Cose che il presidente riporta tutte in primo piano. Mettendoci accanto il termine scelto come simbolo dalla Treccani, «rispetto», ed estendendolo a ogni persona, compresi i detenuti «che devono poter respirare un’aria diversa da quella che li ha condotti all’illegalità e al crimine». Arduo non ripensare all’infelice uscita del sottosegretario Delmastro sul non lasciare respiro ai carcerati nelle nuove auto pensate per la Penitenziaria.
Come arduo non immaginare un soprassalto della premier Meloni quando Mattarella ha esposto il suo concetto di patriottismo. Per lui è quello dei medici del pronto soccorso, degli insegnanti, dei volontari, e anche di chi viene da altri Paesi ma fa propri i valori e le leggi italiane, «contribuendo ad arricchire la nostra comunità».
Per garbo istituzionale e consumata astuzia, il capo del Governo ha ringraziato il capo dello Stato proprio per questo passaggio sulla patria, anche se è evidente che le due visioni su un concetto diventato così dirimente non sembrano esattamente convergenti. C’è la madre patria, accogliente e garante di pari diritti per tutti i suoi figli, naturali e acquisiti, e c’è la patria come terra dei padri, bandiera da issare sul fortino e da difendere, anche con sbrigativa fermezza, specie contro le ondate di invasori che vengono dal mare. Il dibattito tra quale delle due opzioni scegliere non è neanche cominciato. Grazie, presidente, passiamo oltre.

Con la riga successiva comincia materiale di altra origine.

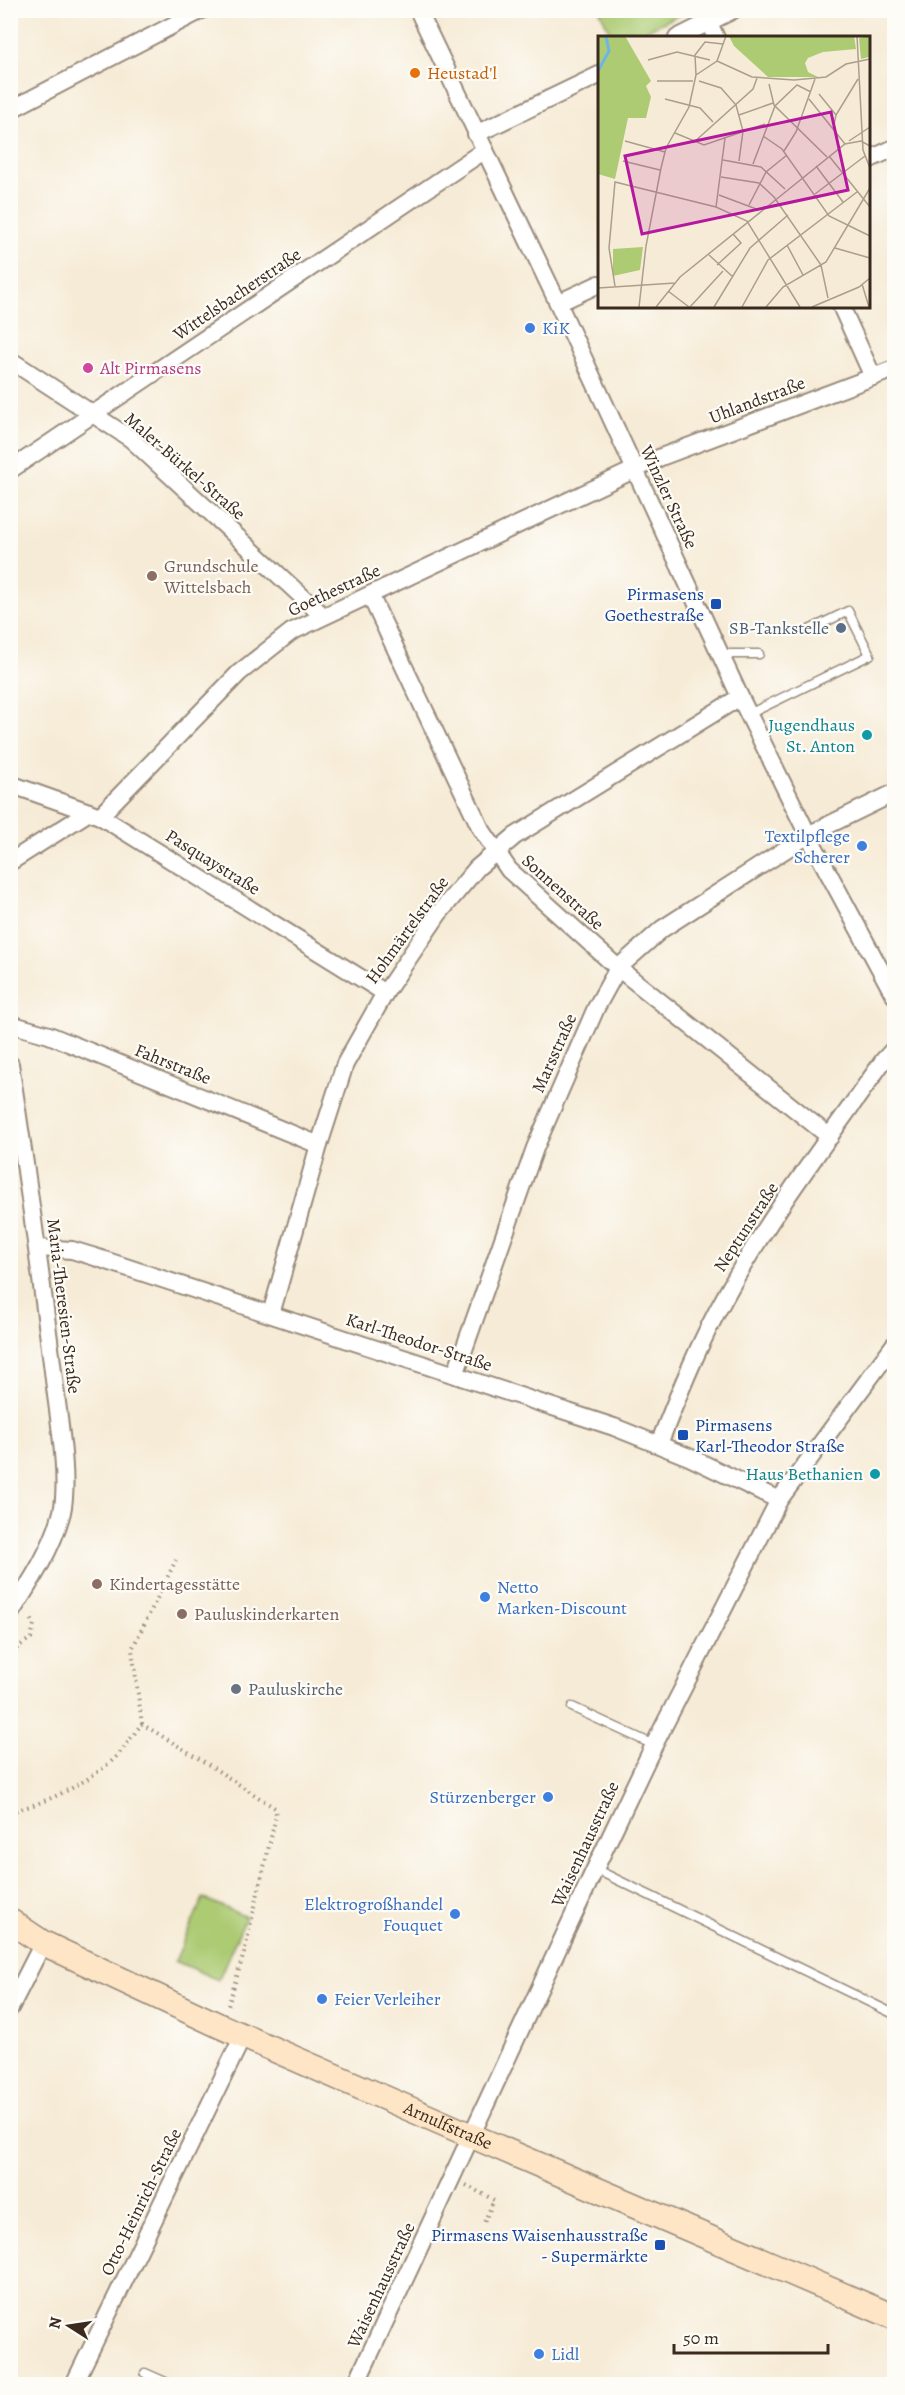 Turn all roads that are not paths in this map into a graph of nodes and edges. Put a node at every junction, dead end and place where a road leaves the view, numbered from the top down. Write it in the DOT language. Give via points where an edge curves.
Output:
graph roads {
  1 [pos="418,10"];
  2 [pos="733,10"];
  3 [pos="187,13"];
  4 [pos="709,24"];
  5 [pos="682,36"];
  6 [pos="598,75"];
  7 [pos="10,110"];
  8 [pos="477,134"];
  9 [pos="894,148"];
  10 [pos="485,150"];
  11 [pos="869,159"];
  12 [pos="598,284"];
  13 [pos="558,303"];
  14 [pos="842,308"];
  15 [pos="10,360"];
  16 [pos="894,369"];
  17 [pos="873,377"];
  18 [pos="94,414"];
  19 [pos="634,469"];
  20 [pos="10,470"];
  21 [pos="370,595"];
  22 [pos="322,615"];
  23 [pos="809,630"];
  24 [pos="720,654"];
  25 [pos="759,654"];
  26 [pos="740,697"];
  27 [pos="749,714"];
  28 [pos="10,784"];
  29 [pos="894,793"];
  30 [pos="95,814"];
  31 [pos="808,835"];
  32 [pos="496,853"];
  33 [pos="10,862"];
  34 [pos="618,968"];
  35 [pos="385,993"];
  36 [pos="894,995"];
  37 [pos="10,1024"];
  38 [pos="894,1049"];
  39 [pos="10,1064"];
  40 [pos="830,1137"];
  41 [pos="319,1145"];
  42 [pos="38,1248"];
  43 [pos="271,1314"];
  44 [pos="894,1345"];
  45 [pos="455,1375"];
  46 [pos="659,1444"];
  47 [pos="779,1500"];
  48 [pos="12,1610"];
  49 [pos="572,1707"];
  50 [pos="654,1745"];
  51 [pos="595,1869"];
  52 [pos="10,1921"];
  53 [pos="43,1943"];
  54 [pos="10,2008"];
  55 [pos="894,2014"];
  56 [pos="243,2036"];
  57 [pos="472,2136"];
  58 [pos="894,2317"];
  59 [pos="145,2373"];
  60 [pos="74,2385"];
  61 [pos="170,2385"];
  62 [pos="356,2385"];
  1 -- 8 [label="street, Winzler Straße"];
  2 -- 4 [label="street"];
  3 -- 7 [label="street"];
  4 -- 5 [label="street"];
  6 -- 8 [label="street"];
  8 -- 10 [label="street, Winzler Straße"];
  9 -- 11 [label="street"];
  10 -- 13 [label="street, Winzler Straße"];
  10 -- 18 [label="street, Wittelsbacherstraße"];
  12 -- 13 [label="street"];
  13 -- 19 [label="street, Winzler Straße"];
  14 -- 17 [label="street"];
  15 -- 18 [label="street, Maler-Bürkel-Straße"];
  16 -- 17 [label="street, Uhlandstraße"];
  17 -- 19 [label="street, Uhlandstraße"];
  18 -- 20 [label="street, Wittelsbacherstraße"];
  18 -- 22 [label="street, Maler-Bürkel-Straße" via="130,439"];
  19 -- 21 [label="street, Goethestraße"];
  19 -- 24 [label="street, Winzler Straße"];
  21 -- 22 [label="street, Goethestraße"];
  21 -- 32 [label="street, Sonnenstraße"];
  22 -- 30 [label="street, Goethestraße" via="291,632 239,673"];
  23 -- 27 [label="lane" via="848,611 870,655"];
  24 -- 25 [label="lane"];
  24 -- 26 [label="street, Winzler Straße"];
  26 -- 27 [label="street, Winzler Straße"];
  26 -- 32 [label="street, Hohmärtelstraße" via="530,825"];
  27 -- 31 [label="street, Winzler Straße"];
  28 -- 30 [label="street, Pasquaystraße"];
  29 -- 31 [label="street, Marsstraße"];
  30 -- 33 [label="street, Goethestraße"];
  30 -- 35 [label="street, Pasquaystraße"];
  31 -- 34 [label="street, Marsstraße" via="662,929"];
  31 -- 36 [label="street, Winzler Straße"];
  32 -- 34 [label="street, Sonnenstraße" via="509,870"];
  32 -- 35 [label="street, Hohmärtelstraße" via="477,868 439,913"];
  34 -- 40 [label="street, Sonnenstraße"];
  34 -- 45 [label="street, Marsstraße" via="539,1136"];
  35 -- 41 [label="street, Hohmärtelstraße" via="345,1064"];
  37 -- 41 [label="street, Fahrstraße" via="49,1035"];
  38 -- 40 [label="street, Neptunstraße"];
  39 -- 42 [label="street, Maria-Theresien-Straße"];
  40 -- 46 [label="street, Neptunstraße" via="727,1293"];
  41 -- 43 [label="street, Hohmärtelstraße"];
  42 -- 43 [label="street, Karl-Theodor-Straße" via="72,1250"];
  42 -- 48 [label="street, Maria-Theresien-Straße" via="65,1489 54,1534"];
  43 -- 45 [label="street, Karl-Theodor-Straße"];
  44 -- 47 [label="street, Waisenhausstraße"];
  45 -- 46 [label="street, Karl-Theodor-Straße"];
  46 -- 47 [label="street, Karl-Theodor-Straße"];
  47 -- 50 [label="street, Waisenhausstraße"];
  49 -- 50 [label="lane"];
  50 -- 51 [label="street, Waisenhausstraße"];
  51 -- 55 [label="lane"];
  51 -- 57 [label="street, Waisenhausstraße"];
  52 -- 53 [label="street, Arnulfstraße"];
  53 -- 54 [label="street"];
  53 -- 56 [label="street, Arnulfstraße"];
  56 -- 57 [label="street, Arnulfstraße"];
  56 -- 60 [label="street, Otto-Heinrich-Straße"];
  57 -- 58 [label="street, Arnulfstraße"];
  57 -- 62 [label="street, Waisenhausstraße"];
  59 -- 61 [label="lane"];
}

Come è stato prestamente archiviato il riferimento di Mattarella al 2025 come ottantesimo anniversario della Liberazione, «fondamento della Repubblica e presupposto della Costituzione». Liberazione «da tutto ciò che ostacola la democrazia» e da chi per un ventennio l’ha violentemente soppressa. Il riferimento, implicito ma inequivocabile, è al fascismo e alla sua volonterosa collaborazione ai crimini del nazismo. La risposta indiretta al richiamo storico di Mattarella è venuta qualche giorno dopo da via Acca Larentia in Roma, con milletrecento saluti romani a onorare la memoria di tre giovani militanti missini uccisi nel 1978 da un commando di estrema sinistra, con il brivido di un’adunata di nero vestita, fiera di rispondere «presente» ad ogni richiamo ai «camerati». Al momento, un solo identificato dalle forze dell’ordine: un trentenne che ha gridato «viva la Resistenza».

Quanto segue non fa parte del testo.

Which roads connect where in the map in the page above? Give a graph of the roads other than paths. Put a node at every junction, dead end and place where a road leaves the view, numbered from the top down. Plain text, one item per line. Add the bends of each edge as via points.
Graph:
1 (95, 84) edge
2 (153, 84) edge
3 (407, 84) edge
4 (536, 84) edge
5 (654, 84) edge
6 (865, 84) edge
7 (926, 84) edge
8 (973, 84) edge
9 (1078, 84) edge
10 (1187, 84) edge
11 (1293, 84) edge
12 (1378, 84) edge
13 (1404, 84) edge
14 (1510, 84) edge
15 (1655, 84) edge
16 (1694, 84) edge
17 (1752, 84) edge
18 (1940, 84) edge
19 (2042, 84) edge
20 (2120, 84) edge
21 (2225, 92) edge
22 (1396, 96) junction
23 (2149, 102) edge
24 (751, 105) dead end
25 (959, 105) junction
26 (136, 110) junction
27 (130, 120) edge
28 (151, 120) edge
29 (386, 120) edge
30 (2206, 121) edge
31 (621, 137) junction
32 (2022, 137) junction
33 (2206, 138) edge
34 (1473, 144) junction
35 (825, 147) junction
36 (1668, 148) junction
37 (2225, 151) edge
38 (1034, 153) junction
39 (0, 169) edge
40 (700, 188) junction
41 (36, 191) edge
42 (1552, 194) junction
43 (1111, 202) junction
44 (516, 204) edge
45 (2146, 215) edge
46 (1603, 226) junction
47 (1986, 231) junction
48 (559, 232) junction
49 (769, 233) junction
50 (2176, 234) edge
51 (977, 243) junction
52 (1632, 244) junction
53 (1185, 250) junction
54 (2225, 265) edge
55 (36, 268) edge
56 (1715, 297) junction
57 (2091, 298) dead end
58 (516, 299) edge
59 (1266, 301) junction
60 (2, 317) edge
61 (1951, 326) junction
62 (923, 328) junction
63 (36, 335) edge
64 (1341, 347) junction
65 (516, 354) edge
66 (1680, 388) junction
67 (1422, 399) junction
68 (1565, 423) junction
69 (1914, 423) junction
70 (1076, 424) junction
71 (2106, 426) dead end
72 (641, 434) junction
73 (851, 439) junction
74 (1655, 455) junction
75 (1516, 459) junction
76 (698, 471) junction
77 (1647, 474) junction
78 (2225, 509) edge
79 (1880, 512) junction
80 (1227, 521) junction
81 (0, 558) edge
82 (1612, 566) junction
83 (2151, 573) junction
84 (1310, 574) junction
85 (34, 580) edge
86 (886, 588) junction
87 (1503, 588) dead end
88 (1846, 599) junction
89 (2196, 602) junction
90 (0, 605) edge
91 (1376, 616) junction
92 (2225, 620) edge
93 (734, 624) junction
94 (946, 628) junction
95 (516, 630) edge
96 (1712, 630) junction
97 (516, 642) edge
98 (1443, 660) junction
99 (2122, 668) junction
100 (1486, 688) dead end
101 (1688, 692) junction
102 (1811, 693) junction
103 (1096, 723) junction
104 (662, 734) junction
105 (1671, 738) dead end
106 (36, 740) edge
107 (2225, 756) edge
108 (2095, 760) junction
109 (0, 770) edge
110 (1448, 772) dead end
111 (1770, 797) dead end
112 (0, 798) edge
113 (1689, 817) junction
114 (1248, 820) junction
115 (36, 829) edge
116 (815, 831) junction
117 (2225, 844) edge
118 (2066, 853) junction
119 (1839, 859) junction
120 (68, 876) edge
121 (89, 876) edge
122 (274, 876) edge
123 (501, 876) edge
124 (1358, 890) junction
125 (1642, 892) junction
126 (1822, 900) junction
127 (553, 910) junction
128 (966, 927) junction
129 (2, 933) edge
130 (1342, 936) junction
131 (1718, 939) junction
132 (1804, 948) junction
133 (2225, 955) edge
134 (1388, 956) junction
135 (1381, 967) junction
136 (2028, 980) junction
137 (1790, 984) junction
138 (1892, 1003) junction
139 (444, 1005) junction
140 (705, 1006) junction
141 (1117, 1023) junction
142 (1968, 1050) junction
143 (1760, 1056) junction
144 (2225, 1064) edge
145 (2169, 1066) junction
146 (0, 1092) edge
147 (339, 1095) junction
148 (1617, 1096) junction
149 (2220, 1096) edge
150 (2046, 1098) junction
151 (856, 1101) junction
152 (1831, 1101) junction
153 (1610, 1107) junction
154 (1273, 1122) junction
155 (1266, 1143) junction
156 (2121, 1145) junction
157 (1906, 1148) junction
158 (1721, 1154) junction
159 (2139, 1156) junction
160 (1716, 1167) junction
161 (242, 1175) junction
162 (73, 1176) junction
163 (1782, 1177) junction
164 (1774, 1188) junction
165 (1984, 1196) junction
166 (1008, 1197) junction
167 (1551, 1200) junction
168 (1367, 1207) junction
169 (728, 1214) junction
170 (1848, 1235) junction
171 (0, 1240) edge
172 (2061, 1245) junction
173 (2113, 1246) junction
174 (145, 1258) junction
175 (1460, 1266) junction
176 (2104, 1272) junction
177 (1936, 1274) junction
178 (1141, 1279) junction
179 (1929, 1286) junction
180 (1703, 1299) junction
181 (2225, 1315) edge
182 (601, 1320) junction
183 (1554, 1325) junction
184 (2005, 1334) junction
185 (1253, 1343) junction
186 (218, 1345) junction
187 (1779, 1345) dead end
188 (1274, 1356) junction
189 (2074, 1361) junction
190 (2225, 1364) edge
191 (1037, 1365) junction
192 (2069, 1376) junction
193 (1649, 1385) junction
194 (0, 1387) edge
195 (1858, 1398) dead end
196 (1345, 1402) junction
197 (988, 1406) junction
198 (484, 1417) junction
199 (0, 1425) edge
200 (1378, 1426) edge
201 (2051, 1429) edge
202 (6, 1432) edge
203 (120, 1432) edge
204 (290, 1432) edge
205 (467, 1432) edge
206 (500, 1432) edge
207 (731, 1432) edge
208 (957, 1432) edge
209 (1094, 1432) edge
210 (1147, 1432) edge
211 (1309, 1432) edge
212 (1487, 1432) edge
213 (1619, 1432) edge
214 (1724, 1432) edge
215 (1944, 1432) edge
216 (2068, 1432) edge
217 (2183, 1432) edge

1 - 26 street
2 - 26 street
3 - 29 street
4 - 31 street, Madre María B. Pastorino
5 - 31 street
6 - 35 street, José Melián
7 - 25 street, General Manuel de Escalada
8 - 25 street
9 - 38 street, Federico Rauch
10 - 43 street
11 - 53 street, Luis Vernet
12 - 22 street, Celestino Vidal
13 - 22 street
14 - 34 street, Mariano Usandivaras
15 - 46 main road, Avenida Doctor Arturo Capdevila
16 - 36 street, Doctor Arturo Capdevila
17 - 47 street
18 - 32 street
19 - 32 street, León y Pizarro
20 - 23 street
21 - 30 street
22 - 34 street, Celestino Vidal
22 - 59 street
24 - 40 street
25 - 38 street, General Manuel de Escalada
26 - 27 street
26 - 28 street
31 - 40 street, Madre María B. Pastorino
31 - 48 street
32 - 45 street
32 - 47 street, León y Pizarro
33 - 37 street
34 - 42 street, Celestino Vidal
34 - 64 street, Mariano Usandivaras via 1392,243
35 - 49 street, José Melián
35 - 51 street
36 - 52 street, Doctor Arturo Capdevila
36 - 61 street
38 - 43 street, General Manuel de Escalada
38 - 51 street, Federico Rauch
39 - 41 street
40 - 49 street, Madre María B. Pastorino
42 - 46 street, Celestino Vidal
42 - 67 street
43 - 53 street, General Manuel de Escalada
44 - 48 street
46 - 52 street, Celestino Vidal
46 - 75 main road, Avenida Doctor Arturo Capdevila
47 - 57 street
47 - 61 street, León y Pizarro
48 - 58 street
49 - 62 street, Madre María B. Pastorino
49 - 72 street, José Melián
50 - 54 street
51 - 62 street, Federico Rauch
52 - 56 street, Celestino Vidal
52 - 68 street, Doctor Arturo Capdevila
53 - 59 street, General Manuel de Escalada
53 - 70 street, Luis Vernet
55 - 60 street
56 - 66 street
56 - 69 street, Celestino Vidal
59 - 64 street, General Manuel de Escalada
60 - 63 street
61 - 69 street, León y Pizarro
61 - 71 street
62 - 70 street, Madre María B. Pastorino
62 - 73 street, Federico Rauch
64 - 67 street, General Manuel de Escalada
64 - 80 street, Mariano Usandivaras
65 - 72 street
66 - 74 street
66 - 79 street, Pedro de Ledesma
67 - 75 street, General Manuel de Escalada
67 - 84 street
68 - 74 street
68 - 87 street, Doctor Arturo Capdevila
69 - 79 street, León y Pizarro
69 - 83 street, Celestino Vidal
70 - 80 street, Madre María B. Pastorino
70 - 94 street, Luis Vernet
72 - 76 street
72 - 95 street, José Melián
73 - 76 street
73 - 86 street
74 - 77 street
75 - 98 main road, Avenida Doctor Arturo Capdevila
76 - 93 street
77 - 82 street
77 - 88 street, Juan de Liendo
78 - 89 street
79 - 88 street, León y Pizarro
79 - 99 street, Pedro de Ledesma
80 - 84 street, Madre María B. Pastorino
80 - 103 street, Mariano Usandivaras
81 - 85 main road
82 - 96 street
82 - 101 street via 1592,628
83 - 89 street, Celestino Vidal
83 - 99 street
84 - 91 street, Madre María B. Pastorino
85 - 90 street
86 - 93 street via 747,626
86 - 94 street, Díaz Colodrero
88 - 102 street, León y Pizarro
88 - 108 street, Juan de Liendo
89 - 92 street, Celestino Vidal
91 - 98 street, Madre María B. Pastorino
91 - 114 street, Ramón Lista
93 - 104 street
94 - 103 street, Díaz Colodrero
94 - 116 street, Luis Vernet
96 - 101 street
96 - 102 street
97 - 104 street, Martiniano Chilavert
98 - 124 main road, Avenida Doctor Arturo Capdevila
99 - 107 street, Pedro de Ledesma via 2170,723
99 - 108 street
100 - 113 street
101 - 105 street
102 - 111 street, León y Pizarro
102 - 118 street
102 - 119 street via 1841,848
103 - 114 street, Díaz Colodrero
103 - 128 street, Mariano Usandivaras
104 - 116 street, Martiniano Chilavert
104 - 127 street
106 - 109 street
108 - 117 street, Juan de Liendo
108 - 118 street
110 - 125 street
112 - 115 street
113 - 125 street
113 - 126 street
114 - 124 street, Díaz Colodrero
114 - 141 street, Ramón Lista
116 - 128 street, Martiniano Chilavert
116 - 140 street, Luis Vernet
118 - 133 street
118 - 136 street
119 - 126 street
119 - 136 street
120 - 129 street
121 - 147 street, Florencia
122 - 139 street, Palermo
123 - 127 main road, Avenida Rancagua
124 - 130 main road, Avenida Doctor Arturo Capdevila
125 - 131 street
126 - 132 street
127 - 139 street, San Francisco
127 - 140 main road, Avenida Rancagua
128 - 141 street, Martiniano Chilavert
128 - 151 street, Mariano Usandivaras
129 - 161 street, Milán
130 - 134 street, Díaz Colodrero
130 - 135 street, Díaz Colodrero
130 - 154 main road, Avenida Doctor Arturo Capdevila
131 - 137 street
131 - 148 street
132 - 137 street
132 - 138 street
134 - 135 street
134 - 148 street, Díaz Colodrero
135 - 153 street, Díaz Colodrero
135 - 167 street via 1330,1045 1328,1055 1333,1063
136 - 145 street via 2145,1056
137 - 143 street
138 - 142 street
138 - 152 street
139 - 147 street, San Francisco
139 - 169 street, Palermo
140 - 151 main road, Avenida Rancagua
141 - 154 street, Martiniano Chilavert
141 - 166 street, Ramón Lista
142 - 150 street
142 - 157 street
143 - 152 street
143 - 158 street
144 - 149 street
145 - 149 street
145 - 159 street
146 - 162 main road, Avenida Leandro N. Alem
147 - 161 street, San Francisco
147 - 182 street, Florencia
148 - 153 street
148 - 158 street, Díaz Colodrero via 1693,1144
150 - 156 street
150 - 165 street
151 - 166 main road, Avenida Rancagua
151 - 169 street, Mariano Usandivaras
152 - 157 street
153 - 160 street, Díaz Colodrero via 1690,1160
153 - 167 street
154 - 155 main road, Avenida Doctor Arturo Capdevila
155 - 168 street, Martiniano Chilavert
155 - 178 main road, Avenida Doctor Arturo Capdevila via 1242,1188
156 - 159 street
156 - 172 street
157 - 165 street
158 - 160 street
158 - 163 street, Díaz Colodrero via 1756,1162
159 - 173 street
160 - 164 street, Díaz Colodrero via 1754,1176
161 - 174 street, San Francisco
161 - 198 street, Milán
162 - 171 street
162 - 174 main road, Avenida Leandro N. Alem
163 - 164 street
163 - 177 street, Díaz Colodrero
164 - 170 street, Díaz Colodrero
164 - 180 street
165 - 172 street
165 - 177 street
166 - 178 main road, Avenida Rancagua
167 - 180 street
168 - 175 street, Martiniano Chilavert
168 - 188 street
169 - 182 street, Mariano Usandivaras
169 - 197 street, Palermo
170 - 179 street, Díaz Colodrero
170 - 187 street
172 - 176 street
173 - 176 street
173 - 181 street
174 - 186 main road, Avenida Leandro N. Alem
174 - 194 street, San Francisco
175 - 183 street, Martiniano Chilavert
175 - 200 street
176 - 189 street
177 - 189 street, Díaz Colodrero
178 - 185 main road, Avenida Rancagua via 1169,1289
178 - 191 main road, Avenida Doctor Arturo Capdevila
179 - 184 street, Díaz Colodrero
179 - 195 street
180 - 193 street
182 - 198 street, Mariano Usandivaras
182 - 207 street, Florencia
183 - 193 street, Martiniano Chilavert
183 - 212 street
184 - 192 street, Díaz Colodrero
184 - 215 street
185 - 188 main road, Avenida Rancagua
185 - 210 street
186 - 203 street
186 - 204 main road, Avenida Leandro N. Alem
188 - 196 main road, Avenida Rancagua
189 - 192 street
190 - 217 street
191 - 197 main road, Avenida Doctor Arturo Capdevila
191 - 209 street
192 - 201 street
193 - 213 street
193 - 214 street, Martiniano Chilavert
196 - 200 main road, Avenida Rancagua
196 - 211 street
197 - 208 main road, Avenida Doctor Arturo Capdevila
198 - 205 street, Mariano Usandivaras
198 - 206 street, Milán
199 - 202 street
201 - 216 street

La speranza siamo noi, ha insistito il nostro presidente: speranza contro il montante ispirarsi a un passato che la nega, contro il deserto di relazioni che porta a disinteressarsi del bene pubblico, contro i rischi di una democrazia senza popolo se non si interromperà la curva pericolosa dell’astensionismo. Ma tutte queste parole si avviano ad andare perdute, archiviate come un bel quadro a ricordo della Costituzione «più bella del mondo», sopraffatte dal frastuono del chissenefrega.